The Israeli newspaper Haaretz has reported on its website that a suspect wanted for a gangland-style attack in Prague will be extradited to the Czech Republic. A court in Jerusalem ruled in favour. The suspect, an immigrant from the former Soviet Union, is said to have tossed a grenade at the vehicle of an Israeli casino owner outside his Prague venue last August. The site was found in one of the city's busiest pedestrian zones and 18 passers-by were injured. The suspect was then arrested a month later in Israel on an international warrant; if found guilty he could face between eight to fifteen years in prison.
The Czech Trade Minister Milan Urban has said that the Czech Republic will
submit its own demands at negotiations on the EU budget outlook for
2007-13. On Thursday Mr Urban, in Brussels, said demands could include
asking for a longer period for the Czech Republic to draw EU funds. But,
he stressed that the Czech government was interested in EU member
countries reaching an overall consensus. In the coming days the British
presidency will submit its own draft budget for the EU, notable for cuts
made at the expense of the ten new EU member countries - including the
Czech Republic - that joined last year. As it stands, the proposed cuts
could mean a decrease of as much as 2 billion euros (around 2.3 billion US
dollars) for the Czech Republic. In exchange, British Prime Minister Tony
Blair is proposing easier terms for drawing funds.

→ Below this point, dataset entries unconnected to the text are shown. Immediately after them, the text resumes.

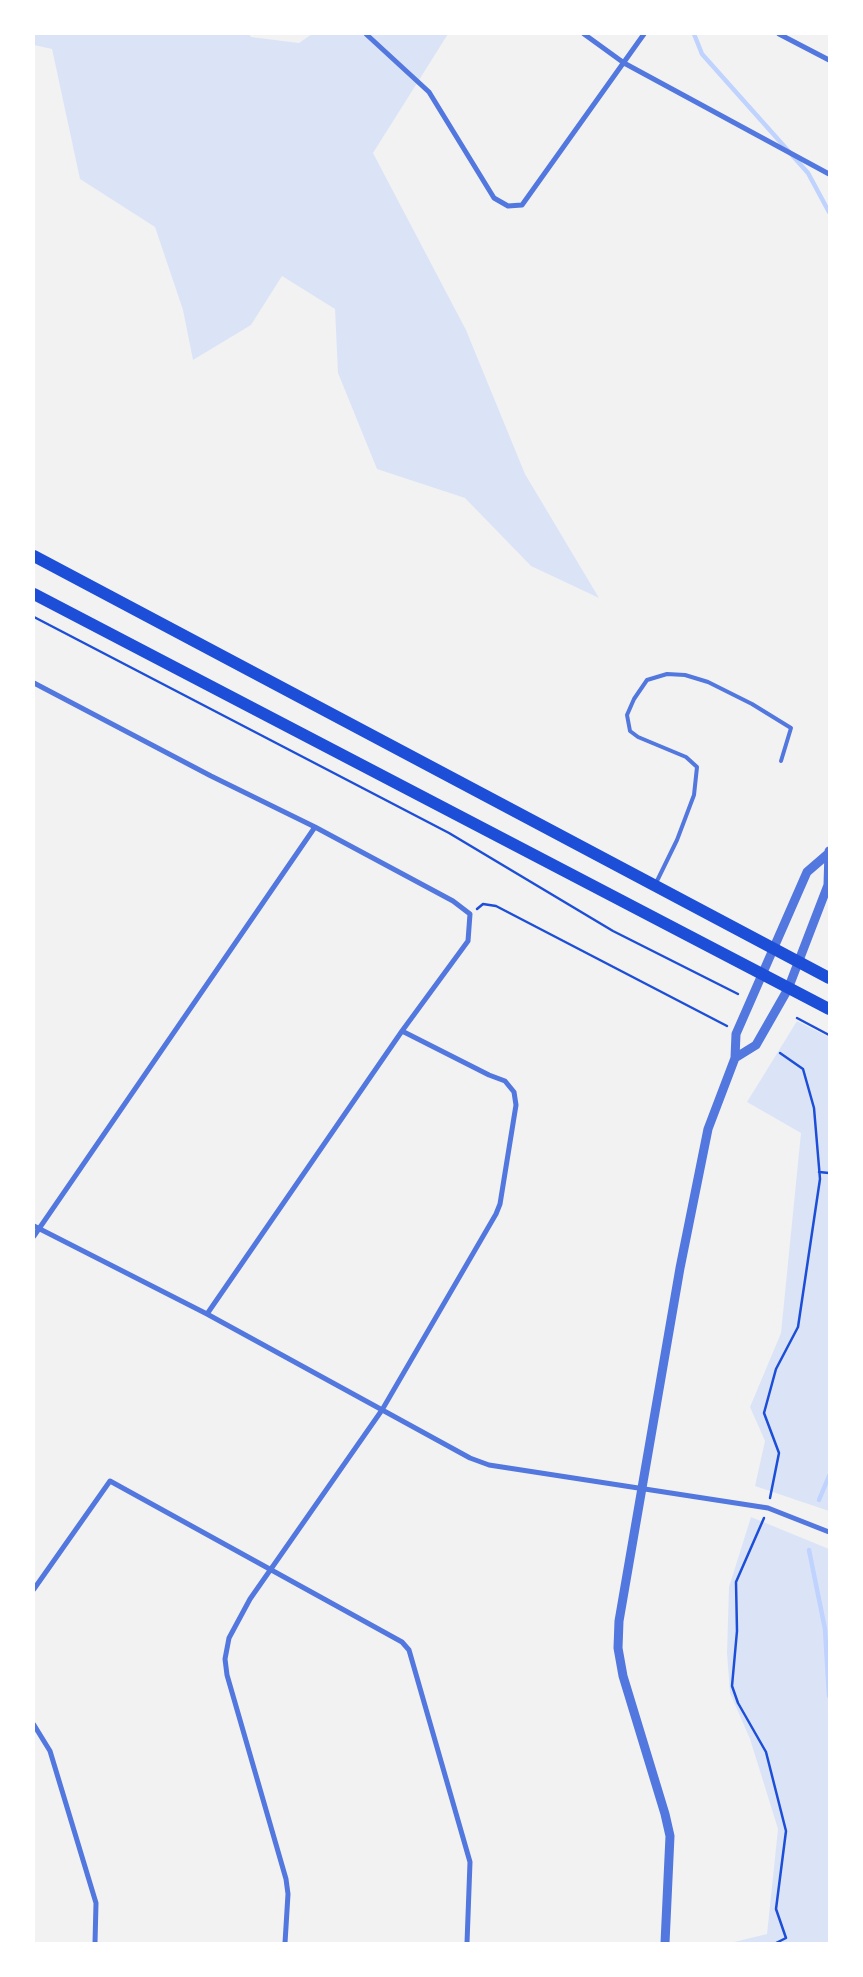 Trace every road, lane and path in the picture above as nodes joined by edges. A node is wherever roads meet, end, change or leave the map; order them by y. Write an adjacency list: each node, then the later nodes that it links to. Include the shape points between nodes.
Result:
1 (366, 34): 6 (street, via 429,92 494,198 508,206 522,205)
2 (584, 34): 6 (street)
3 (644, 34): 6 (street)
4 (779, 34): 5 (street)
5 (829, 60)
6 (624, 63): 7 (street)
7 (829, 174)
8 (34, 556): 15 (main road)
9 (34, 594): 19 (main road)
10 (34, 617): 22 (path, via 448,833 613,931)
11 (34, 683): 13 (street)
12 (781, 761): 15 (lane, via 791,728 752,704 685,674 667,674 647,680 627,715 630,731 686,757 697,767 694,795)
13 (315, 827): 16 (street, via 453,901); 32 (street)
14 (829, 851): 17 (street, via 807,872); 18 (street, via 828,885)
15 (655, 885): 17 (main road)
16 (470, 914): 25 (path, via 483,904 496,906); 26 (street, via 468,941)
17 (775, 949): 18 (main road); 19 (street)
18 (799, 962): 20 (main road); 21 (street)
19 (763, 976): 21 (main road); 29 (street, via 736,1034)
20 (829, 978)
21 (788, 989): 23 (main road); 29 (street, via 756,1045)
22 (738, 994)
23 (829, 1010)
24 (797, 1018): 27 (path)
25 (727, 1026)
26 (402, 1031): 34 (street); 35 (street, via 505,1081 512,1088 516,1100 498,1209)
27 (829, 1035)
28 (780, 1053): 30 (path, via 803,1069 814,1108)
29 (735, 1058): 36 (street, via 708,1130 698,1173)
30 (819, 1172): 31 (path); 37 (path, via 798,1327 776,1369 764,1413 779,1453)
31 (829, 1173)
32 (36, 1227): 33 (street); 34 (street)
33 (34, 1236)
34 (207, 1314): 35 (street)
35 (382, 1410): 36 (street, via 470,1458 489,1464); 39 (street)
36 (642, 1489): 37 (street); 45 (street, via 619,1621 618,1648 623,1676 670,1836)
37 (768, 1508): 38 (street); 46 (path, via 736,1582 737,1631 732,1686 766,1752 786,1831 776,1909 786,1938)
38 (829, 1532)
39 (270, 1571): 40 (street, via 110,1481); 43 (street, via 237,1620 225,1659 226,1675 286,1879); 44 (street, via 398,1639 409,1650 470,1862)
40 (34, 1589)
41 (34, 1725): 42 (street, via 52,1756 96,1903)
42 (96, 1943)
43 (285, 1943)
44 (467, 1943)
45 (665, 1943)
46 (776, 1943)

The prime ministers of the Visegrad Group - the Czech Republic, Slovakia, Poland, and Hungary, have already criticised Mr Blair's planned cuts.
Czech police have charged a 37-year-old representative of the Japanese investment bank Nomura with insider trading, in the so-called "Czech beer operation", in which the bank is said to have used shareholdings in the Plzensky Prazdroj brewery to support its investment in the now defunct Czech IPB bank. According to the anti-corruption office, bank funds were used to pay for the brewery's acquisition. The illegal use of property as 'insurance' then allegedly helped the investment bank illegally gain seven billion crowns, the equivalent of more than 280 million USD. If found guilty of insider dealings the bank official could face up to twelve years in prison.
A Central Bohemian court is considering whether or not to reopen the case of Rostislav Roztocil, a Czech convict recaptured in Germany after a brief prison break. The convict, found guilty of murdering an Egyptian student in Czechoslovakia in the 1980s, has maintained his innocence and has been asking for a retrial. The court is now looking to interview Mr Roztocil, as well as new witnesses, before ruling on whether or not to reopen his case.
Meanwhile, the Chamber of Deputies has rejected a proposal to extend until the end of 2009 the deadline for the return of property confiscated under communism. The current deadline for the filing of restitution claims is the end of next month. The Social Democrats and the Communists, who together hold a majority in the Chamber, voted against the extension.